● **EXERCISE DIRECTIONS**
Please count how many lines in the entries below contain "canvas" and reply with the figure alone.

(Saved data entries)
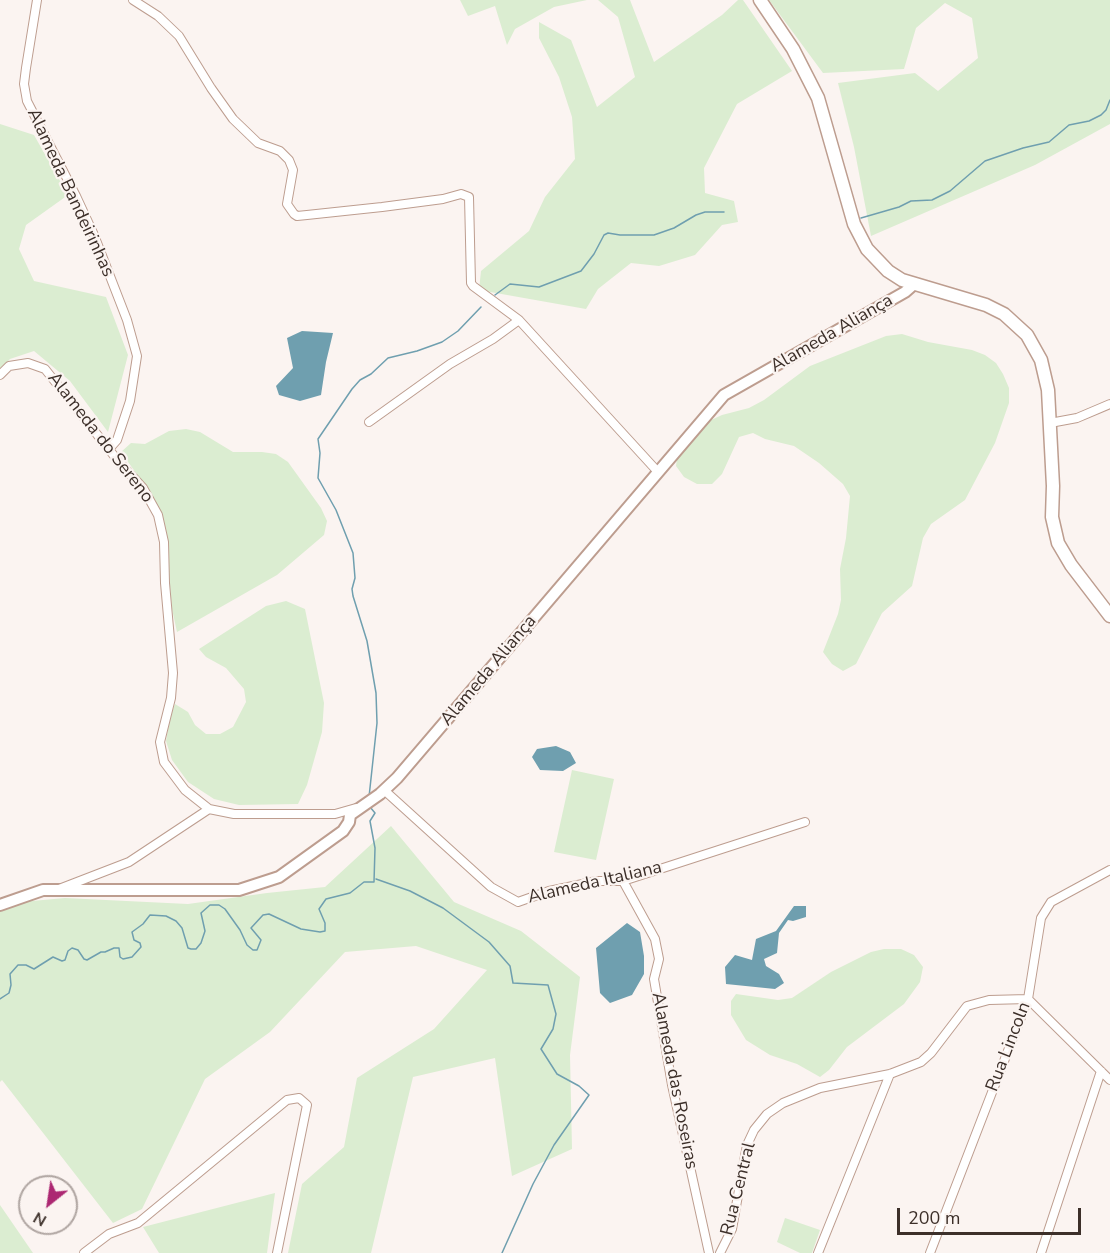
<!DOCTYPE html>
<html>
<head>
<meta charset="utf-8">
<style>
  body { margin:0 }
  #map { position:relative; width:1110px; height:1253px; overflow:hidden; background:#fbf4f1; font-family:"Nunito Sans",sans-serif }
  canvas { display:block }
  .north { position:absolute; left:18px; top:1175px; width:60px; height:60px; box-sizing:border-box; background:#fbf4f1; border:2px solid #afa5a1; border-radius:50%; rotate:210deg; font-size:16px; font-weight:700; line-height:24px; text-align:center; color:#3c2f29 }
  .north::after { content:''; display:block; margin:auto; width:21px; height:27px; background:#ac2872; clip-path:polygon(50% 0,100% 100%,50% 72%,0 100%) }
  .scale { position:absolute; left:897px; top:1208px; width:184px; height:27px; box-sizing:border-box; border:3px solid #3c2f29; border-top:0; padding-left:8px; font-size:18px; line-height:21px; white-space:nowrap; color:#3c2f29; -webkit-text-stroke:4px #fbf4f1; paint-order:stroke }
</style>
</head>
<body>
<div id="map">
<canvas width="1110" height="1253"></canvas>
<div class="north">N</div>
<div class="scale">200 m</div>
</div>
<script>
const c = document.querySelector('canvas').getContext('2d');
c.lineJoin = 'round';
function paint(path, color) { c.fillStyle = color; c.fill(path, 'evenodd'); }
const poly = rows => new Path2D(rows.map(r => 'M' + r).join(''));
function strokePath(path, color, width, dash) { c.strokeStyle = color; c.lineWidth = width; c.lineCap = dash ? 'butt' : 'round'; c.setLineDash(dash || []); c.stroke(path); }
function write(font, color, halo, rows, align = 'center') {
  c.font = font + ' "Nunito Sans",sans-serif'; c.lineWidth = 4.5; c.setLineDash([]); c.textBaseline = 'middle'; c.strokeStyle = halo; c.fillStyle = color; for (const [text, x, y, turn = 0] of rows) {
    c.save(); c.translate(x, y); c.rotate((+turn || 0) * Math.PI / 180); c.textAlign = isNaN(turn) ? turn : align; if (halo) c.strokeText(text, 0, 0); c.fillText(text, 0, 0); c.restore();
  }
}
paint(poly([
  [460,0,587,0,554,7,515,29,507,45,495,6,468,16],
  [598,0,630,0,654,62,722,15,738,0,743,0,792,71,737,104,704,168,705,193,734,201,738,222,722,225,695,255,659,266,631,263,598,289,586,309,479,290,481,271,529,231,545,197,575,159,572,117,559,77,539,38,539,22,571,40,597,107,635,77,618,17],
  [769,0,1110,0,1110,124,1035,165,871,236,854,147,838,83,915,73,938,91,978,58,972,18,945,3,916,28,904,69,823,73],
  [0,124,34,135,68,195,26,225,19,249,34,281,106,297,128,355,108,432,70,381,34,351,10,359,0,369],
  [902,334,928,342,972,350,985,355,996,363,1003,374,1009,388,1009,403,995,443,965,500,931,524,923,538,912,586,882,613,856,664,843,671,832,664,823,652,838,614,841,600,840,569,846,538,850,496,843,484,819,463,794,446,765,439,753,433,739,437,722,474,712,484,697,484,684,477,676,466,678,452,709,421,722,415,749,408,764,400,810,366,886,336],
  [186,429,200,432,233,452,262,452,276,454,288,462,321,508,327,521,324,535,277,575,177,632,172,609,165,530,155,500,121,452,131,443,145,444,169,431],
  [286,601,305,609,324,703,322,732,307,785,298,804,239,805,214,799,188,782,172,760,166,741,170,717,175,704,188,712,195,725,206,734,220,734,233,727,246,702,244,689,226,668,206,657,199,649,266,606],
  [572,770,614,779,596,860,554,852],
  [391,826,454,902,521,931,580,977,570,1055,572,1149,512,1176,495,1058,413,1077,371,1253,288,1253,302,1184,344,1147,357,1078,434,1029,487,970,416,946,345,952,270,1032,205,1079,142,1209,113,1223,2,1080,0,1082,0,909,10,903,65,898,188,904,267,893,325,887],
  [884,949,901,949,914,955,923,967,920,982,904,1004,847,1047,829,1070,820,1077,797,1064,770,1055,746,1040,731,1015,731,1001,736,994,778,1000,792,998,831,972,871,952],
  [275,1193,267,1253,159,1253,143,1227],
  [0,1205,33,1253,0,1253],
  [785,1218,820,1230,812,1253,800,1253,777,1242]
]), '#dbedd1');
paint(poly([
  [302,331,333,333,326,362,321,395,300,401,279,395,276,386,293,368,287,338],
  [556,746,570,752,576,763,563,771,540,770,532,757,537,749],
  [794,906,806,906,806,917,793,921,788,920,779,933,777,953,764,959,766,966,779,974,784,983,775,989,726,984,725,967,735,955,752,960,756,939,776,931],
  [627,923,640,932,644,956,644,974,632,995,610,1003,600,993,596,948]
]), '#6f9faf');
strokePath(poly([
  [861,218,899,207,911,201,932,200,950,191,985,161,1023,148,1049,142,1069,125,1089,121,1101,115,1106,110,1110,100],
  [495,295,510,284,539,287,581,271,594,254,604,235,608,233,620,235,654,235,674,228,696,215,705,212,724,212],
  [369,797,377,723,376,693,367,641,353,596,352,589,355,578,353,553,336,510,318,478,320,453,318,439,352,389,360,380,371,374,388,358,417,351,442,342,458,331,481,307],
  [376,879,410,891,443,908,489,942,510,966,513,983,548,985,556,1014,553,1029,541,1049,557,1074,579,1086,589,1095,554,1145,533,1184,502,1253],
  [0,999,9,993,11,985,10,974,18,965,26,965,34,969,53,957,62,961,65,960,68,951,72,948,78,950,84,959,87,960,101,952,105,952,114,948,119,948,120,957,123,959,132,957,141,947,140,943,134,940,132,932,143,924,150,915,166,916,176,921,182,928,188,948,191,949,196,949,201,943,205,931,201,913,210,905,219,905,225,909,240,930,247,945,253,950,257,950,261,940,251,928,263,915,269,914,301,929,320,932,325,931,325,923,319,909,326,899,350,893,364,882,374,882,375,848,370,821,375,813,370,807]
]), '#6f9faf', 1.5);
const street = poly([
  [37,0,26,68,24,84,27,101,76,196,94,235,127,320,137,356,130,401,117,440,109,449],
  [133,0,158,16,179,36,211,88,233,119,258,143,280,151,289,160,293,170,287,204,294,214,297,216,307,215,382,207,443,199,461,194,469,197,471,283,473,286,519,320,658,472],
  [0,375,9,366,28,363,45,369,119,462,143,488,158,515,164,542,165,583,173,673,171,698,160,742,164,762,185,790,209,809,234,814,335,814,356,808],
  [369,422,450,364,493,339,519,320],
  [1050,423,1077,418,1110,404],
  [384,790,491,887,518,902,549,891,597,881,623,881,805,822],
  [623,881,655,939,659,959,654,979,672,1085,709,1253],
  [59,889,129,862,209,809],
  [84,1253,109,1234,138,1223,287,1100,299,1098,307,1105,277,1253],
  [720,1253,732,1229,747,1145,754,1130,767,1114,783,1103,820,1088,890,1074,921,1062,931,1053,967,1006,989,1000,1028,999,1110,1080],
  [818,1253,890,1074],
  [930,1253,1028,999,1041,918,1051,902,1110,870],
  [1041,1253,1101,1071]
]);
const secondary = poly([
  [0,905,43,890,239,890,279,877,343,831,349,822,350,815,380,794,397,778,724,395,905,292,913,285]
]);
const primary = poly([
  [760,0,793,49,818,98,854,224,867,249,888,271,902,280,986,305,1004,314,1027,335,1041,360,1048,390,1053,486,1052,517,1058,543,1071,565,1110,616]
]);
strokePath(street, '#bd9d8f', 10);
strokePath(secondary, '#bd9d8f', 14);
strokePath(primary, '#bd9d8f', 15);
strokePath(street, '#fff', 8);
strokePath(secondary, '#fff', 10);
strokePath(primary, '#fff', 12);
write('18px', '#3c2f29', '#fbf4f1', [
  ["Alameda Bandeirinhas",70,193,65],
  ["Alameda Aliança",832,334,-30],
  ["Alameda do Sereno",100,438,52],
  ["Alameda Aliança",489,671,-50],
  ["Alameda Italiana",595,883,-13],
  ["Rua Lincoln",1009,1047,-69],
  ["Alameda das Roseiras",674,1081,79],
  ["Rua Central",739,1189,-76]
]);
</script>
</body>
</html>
* * *
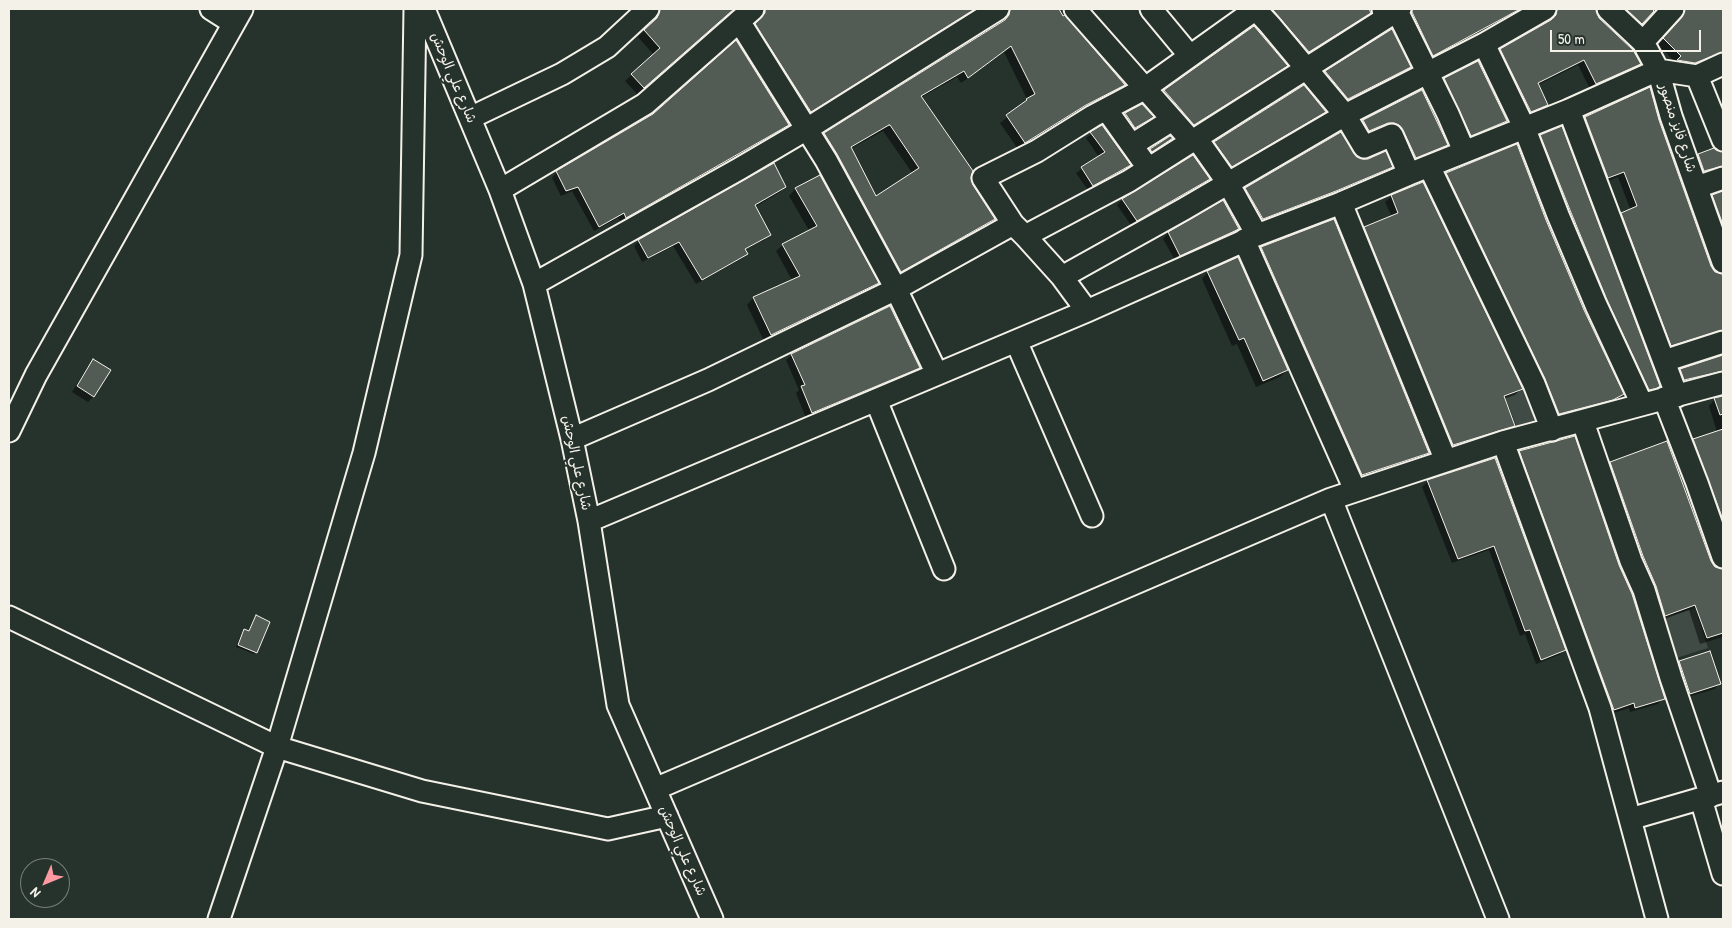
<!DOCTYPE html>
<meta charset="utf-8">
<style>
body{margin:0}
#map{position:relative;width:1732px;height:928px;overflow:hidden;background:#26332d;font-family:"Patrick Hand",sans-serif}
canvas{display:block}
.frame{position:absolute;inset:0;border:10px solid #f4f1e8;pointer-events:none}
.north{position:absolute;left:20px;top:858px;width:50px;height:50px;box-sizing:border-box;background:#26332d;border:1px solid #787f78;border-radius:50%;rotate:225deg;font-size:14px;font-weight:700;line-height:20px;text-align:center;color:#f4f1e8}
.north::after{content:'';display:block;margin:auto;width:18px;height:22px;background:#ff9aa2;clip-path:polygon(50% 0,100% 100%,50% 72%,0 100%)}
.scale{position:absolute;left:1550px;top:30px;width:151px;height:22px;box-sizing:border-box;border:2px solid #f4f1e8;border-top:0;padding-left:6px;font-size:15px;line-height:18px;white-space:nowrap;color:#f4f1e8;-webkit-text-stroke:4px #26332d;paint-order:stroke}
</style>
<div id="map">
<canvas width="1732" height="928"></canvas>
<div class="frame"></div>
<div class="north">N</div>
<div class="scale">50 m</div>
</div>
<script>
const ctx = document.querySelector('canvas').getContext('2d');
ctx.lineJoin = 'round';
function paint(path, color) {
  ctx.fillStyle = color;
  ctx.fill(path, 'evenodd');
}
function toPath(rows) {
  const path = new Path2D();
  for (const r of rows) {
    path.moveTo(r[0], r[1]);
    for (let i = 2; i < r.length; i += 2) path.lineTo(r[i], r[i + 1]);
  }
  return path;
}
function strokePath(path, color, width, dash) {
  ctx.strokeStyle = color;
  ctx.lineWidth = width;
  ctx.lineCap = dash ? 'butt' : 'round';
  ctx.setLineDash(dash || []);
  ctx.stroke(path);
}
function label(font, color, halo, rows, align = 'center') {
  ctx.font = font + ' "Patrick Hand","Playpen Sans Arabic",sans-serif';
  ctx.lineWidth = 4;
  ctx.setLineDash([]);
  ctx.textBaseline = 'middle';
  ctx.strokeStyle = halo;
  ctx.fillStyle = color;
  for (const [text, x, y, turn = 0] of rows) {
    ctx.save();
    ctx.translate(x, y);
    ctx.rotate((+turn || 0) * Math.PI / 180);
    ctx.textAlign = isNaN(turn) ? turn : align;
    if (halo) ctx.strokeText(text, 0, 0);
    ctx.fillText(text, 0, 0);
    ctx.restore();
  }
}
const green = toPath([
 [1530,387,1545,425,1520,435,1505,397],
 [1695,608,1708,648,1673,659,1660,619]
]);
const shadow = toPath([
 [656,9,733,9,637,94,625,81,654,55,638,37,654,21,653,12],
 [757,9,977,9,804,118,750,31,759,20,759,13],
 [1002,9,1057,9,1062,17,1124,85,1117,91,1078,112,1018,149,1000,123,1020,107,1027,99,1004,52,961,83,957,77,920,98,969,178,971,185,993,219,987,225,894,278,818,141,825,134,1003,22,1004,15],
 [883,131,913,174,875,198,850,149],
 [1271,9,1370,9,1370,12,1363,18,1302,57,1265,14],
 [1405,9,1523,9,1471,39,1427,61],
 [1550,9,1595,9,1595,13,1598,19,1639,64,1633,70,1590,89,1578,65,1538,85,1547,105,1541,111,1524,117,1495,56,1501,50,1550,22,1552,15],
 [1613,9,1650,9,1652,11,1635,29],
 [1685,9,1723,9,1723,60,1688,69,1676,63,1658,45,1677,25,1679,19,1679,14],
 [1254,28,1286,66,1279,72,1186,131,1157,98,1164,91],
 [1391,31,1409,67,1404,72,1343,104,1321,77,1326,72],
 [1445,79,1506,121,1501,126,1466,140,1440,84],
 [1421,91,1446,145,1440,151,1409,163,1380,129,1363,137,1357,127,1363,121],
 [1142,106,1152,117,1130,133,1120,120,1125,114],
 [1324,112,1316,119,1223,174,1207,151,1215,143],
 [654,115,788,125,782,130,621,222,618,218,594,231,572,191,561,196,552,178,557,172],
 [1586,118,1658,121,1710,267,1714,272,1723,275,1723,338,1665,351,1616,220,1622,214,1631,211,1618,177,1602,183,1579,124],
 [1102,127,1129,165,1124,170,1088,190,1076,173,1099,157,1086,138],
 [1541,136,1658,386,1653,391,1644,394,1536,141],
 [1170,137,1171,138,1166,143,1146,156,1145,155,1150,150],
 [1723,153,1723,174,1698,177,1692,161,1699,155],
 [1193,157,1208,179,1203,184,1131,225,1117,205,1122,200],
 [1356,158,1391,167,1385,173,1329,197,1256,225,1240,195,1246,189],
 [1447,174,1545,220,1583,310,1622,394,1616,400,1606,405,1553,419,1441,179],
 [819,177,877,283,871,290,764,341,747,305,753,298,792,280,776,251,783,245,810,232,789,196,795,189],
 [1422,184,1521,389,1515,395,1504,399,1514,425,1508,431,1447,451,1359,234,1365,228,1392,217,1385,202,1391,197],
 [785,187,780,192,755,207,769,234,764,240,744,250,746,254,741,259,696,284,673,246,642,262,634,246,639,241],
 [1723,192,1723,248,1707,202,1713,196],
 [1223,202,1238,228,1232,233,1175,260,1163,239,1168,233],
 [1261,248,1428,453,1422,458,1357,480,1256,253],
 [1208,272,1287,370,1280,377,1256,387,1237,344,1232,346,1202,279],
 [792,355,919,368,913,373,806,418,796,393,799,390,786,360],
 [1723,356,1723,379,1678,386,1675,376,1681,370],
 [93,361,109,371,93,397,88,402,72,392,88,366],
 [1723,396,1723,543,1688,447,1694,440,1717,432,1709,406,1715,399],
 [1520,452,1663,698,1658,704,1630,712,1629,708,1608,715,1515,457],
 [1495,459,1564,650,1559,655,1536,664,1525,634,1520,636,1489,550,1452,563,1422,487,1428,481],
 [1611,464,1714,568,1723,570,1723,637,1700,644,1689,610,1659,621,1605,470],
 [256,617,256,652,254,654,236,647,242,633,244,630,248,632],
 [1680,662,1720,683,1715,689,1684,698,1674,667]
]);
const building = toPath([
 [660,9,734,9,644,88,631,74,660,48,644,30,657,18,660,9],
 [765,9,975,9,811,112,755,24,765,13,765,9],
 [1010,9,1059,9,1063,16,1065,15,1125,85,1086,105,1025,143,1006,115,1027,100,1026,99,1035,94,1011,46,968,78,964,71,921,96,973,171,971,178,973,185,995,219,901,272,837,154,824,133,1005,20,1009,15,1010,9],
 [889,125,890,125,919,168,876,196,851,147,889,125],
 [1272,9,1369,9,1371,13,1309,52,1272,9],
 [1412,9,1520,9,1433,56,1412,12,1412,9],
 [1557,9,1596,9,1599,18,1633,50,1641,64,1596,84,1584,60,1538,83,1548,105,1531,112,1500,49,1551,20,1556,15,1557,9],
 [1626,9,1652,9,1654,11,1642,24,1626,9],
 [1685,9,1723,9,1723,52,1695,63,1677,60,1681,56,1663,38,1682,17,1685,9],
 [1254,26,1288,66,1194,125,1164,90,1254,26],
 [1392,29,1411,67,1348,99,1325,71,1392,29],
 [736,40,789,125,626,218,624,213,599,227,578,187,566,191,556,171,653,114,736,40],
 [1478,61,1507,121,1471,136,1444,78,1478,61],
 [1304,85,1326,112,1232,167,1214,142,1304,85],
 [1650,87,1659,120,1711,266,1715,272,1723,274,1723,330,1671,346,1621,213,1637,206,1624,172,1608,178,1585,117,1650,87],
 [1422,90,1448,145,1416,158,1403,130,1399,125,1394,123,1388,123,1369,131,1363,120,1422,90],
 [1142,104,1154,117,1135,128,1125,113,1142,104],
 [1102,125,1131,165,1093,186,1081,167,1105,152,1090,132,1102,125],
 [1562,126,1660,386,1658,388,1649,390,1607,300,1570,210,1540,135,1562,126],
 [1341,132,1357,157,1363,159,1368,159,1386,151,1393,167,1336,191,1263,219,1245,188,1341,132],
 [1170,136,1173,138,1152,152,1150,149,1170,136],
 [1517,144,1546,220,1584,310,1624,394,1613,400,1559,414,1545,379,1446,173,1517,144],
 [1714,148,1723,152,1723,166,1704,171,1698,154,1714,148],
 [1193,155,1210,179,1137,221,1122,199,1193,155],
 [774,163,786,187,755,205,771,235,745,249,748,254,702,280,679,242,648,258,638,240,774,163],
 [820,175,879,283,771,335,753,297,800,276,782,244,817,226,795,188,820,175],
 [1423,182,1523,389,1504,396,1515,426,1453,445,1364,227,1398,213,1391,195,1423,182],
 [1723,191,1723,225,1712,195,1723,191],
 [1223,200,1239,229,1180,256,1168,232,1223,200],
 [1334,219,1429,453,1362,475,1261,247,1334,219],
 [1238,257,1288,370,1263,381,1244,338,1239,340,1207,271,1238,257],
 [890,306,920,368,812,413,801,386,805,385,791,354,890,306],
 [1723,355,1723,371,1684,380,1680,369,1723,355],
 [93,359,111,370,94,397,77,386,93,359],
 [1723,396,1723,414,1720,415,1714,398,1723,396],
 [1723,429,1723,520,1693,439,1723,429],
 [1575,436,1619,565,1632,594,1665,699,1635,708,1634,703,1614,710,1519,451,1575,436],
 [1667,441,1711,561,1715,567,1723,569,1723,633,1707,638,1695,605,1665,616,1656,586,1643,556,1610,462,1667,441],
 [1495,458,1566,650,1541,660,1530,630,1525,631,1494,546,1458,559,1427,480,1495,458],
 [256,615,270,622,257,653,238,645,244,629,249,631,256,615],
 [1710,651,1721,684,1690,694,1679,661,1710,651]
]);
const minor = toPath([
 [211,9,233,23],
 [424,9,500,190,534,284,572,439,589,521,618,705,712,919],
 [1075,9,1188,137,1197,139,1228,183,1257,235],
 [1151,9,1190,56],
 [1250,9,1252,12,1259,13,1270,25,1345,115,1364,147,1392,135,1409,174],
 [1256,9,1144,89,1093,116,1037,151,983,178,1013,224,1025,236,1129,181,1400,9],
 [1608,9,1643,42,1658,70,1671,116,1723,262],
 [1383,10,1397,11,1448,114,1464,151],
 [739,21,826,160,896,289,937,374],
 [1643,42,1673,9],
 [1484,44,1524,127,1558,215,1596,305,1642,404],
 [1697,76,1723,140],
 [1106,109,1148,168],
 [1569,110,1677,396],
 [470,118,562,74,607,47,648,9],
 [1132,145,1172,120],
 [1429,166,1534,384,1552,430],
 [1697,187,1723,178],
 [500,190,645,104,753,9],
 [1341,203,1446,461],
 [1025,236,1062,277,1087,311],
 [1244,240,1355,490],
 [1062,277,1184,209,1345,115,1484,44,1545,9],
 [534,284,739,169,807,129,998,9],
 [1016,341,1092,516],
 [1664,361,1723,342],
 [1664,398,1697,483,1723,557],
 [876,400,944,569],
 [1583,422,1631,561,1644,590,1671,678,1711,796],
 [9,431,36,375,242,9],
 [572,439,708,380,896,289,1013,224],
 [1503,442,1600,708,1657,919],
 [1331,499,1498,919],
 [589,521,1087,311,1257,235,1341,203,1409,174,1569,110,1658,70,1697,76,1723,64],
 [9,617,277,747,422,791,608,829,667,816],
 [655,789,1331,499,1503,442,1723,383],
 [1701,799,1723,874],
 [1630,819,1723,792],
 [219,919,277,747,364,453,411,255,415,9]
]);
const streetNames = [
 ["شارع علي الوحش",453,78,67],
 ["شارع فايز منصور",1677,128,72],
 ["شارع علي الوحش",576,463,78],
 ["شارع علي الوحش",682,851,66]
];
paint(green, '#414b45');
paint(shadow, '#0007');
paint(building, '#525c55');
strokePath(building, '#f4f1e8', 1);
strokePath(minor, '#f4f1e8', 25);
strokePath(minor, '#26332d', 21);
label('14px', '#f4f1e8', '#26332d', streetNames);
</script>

● **FINISHED EXERCISE**
6